Question

If \( a, c, b \) are in GP, then the area of the triangle formed by the lines \( ax + by + c = 0 \) with the coordinate axes is equal to:

• A. 1
• B. 2
• C. \( \frac{1}{2} \)
• D. None of these

Hint:

When given a triangle formed by the coordinate axes and a line, you can use the formula for the area of a triangle to calculate it. If the coefficients of the line are in geometric progression, use the relationship between the coefficients to simplify the area expression.

Answer 1

The Correct Option is C

If \( a, c, b \) are in GP, then \( c^2 = ab \).
The area of the triangle formed by the line \( ax + by + c = 0 \) and the coordinate axes is calculated based on the intercepts.
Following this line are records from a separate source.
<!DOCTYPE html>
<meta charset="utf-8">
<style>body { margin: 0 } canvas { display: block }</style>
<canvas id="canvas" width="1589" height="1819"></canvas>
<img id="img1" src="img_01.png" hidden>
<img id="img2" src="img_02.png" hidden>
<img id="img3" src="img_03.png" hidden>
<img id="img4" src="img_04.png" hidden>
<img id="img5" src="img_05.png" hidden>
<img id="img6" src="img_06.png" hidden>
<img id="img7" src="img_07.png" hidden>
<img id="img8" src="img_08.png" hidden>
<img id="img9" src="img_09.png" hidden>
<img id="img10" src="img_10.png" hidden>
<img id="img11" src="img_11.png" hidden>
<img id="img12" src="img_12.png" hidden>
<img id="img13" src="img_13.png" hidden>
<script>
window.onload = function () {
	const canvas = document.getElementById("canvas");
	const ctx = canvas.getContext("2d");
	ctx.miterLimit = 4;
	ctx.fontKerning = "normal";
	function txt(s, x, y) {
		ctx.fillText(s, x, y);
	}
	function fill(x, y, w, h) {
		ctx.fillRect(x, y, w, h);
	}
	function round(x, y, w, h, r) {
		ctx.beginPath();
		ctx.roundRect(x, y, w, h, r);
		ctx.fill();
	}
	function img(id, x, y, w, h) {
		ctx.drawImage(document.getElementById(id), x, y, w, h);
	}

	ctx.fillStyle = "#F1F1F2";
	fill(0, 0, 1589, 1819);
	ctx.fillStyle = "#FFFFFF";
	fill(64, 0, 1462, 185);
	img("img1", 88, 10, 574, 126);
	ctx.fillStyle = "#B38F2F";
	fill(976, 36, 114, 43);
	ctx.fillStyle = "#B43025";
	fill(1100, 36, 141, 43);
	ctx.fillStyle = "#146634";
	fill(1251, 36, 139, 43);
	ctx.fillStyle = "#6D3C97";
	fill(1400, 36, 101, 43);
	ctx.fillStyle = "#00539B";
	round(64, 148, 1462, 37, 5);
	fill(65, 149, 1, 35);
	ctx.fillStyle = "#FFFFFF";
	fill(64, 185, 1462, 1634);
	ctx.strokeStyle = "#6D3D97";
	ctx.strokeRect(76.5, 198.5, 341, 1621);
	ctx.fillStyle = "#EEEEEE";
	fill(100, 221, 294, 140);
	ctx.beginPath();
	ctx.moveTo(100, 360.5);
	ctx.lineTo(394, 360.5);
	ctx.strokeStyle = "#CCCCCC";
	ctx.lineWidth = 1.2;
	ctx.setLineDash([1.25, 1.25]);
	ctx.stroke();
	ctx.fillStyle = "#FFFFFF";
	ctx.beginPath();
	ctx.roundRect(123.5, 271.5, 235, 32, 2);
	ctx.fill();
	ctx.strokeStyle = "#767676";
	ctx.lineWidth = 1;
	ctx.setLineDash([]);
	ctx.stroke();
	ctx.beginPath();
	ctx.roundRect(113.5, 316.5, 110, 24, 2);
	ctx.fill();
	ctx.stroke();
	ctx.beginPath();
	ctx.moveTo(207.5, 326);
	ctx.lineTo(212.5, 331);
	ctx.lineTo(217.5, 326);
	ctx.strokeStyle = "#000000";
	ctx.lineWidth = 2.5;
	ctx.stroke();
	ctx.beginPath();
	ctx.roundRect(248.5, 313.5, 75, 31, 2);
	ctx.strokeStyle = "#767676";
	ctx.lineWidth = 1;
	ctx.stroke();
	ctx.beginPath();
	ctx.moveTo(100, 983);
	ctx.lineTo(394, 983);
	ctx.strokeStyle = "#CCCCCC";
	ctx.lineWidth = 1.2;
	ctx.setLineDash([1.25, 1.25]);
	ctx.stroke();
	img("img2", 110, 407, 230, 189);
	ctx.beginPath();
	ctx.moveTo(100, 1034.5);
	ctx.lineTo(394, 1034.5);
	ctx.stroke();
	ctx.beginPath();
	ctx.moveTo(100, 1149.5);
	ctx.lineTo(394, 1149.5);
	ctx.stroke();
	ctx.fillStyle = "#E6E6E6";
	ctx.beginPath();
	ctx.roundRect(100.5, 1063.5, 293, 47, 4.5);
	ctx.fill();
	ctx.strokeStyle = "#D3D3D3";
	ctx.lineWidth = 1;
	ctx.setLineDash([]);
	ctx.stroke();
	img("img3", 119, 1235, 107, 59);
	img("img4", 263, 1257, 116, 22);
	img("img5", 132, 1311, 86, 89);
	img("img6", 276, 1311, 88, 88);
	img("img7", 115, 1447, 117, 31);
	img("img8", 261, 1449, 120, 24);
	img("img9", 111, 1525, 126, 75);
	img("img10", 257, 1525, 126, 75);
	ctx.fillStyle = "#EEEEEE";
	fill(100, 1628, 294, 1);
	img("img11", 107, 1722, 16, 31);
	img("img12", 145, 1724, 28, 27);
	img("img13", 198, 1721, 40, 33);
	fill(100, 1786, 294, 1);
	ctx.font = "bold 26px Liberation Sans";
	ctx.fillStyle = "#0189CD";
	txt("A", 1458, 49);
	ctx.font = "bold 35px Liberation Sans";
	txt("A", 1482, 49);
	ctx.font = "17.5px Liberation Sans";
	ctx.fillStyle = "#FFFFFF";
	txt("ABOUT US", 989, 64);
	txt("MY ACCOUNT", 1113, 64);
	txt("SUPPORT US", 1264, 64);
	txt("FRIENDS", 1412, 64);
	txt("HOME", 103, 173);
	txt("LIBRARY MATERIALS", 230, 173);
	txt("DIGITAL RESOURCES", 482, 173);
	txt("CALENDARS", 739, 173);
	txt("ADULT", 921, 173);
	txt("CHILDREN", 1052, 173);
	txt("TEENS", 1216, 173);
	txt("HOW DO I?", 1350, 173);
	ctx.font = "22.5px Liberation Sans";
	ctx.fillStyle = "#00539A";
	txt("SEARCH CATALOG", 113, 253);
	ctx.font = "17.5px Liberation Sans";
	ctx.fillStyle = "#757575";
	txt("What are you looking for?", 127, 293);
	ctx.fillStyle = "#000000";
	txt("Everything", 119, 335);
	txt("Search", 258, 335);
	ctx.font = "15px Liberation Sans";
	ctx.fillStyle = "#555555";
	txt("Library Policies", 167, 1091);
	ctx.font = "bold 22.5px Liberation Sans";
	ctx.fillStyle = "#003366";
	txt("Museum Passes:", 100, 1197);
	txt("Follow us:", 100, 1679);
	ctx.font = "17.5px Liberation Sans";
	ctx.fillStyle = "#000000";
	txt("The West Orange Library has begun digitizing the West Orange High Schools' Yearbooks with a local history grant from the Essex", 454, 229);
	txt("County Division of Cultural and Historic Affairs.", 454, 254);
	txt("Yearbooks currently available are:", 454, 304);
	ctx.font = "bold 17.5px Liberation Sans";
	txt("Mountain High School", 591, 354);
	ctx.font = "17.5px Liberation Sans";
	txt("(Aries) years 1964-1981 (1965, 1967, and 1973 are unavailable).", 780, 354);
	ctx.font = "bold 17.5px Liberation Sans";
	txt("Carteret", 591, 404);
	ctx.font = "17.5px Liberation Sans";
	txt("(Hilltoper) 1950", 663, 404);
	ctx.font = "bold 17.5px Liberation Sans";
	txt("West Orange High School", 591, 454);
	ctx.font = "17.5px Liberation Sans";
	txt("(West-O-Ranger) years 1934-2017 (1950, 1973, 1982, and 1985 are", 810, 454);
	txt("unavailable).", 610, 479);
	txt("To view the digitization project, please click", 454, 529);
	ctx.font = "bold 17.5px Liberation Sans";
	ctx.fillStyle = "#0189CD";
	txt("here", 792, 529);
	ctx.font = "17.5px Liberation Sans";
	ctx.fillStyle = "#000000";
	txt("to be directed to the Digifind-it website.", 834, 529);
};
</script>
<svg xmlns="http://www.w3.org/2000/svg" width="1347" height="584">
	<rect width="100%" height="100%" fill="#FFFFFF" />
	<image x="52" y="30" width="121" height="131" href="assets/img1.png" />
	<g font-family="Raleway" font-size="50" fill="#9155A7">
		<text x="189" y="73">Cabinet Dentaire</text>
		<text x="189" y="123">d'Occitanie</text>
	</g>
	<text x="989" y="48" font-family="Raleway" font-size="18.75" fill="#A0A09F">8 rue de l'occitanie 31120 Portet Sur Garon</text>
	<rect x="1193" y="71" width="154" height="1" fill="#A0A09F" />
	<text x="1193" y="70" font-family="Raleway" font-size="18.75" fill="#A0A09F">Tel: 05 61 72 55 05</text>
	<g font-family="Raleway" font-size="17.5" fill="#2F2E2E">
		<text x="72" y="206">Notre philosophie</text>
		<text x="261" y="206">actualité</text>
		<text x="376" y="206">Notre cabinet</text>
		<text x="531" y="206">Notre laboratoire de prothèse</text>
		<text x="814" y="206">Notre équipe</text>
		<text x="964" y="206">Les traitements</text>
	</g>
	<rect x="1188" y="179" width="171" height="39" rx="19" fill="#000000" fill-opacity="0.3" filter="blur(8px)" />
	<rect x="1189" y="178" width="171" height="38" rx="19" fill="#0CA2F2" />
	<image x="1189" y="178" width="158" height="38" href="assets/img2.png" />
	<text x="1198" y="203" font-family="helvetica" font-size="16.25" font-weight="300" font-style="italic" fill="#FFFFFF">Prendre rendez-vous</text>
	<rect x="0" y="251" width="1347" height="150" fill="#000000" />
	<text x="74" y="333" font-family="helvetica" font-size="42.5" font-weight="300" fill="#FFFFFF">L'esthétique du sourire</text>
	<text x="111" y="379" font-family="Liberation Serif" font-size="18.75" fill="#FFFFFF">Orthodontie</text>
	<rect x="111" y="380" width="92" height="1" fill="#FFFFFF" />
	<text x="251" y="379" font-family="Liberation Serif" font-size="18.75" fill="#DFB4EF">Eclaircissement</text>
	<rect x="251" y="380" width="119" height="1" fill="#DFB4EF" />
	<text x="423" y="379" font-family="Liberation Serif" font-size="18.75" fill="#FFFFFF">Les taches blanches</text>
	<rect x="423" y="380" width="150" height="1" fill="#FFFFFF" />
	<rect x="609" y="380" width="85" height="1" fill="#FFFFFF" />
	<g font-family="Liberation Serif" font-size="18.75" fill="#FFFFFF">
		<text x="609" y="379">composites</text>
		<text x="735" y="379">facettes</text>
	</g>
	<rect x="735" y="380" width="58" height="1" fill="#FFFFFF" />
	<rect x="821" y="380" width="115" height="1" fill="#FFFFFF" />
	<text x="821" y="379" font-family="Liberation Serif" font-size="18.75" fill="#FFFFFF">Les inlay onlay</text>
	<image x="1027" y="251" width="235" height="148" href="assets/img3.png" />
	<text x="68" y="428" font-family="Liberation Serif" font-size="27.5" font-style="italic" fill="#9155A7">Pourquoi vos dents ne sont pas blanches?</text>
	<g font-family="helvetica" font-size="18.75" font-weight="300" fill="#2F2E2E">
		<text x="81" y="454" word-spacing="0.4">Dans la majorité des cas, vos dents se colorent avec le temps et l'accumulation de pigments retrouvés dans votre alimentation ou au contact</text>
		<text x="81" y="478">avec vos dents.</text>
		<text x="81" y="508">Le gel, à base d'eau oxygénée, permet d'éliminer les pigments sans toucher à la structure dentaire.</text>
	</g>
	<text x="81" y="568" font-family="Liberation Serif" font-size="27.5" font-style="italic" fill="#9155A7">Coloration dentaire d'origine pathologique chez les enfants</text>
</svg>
The x-intercept is \( x = \frac{-c}{a} \) and the y-intercept is \( y = \frac{-c}{b} \).The area of triangle \( AOB \) is given by:\[{Area} = \frac{1}{2} \times \left| \frac{-c}{a} \right| \times \left| \frac{-c}{b} \right| = \frac{1}{2} \times \frac{c^2}{ab}\]Since \( c^2 = ab \), substituting this into the area formula yields:\[{Area} = \frac{1}{2} \times \frac{c^2}{ab} = \frac{1}{2} \times \frac{ab}{ab} = \frac{1}{2}.\]Therefore, the area of the triangle is \( \frac{1}{2} \).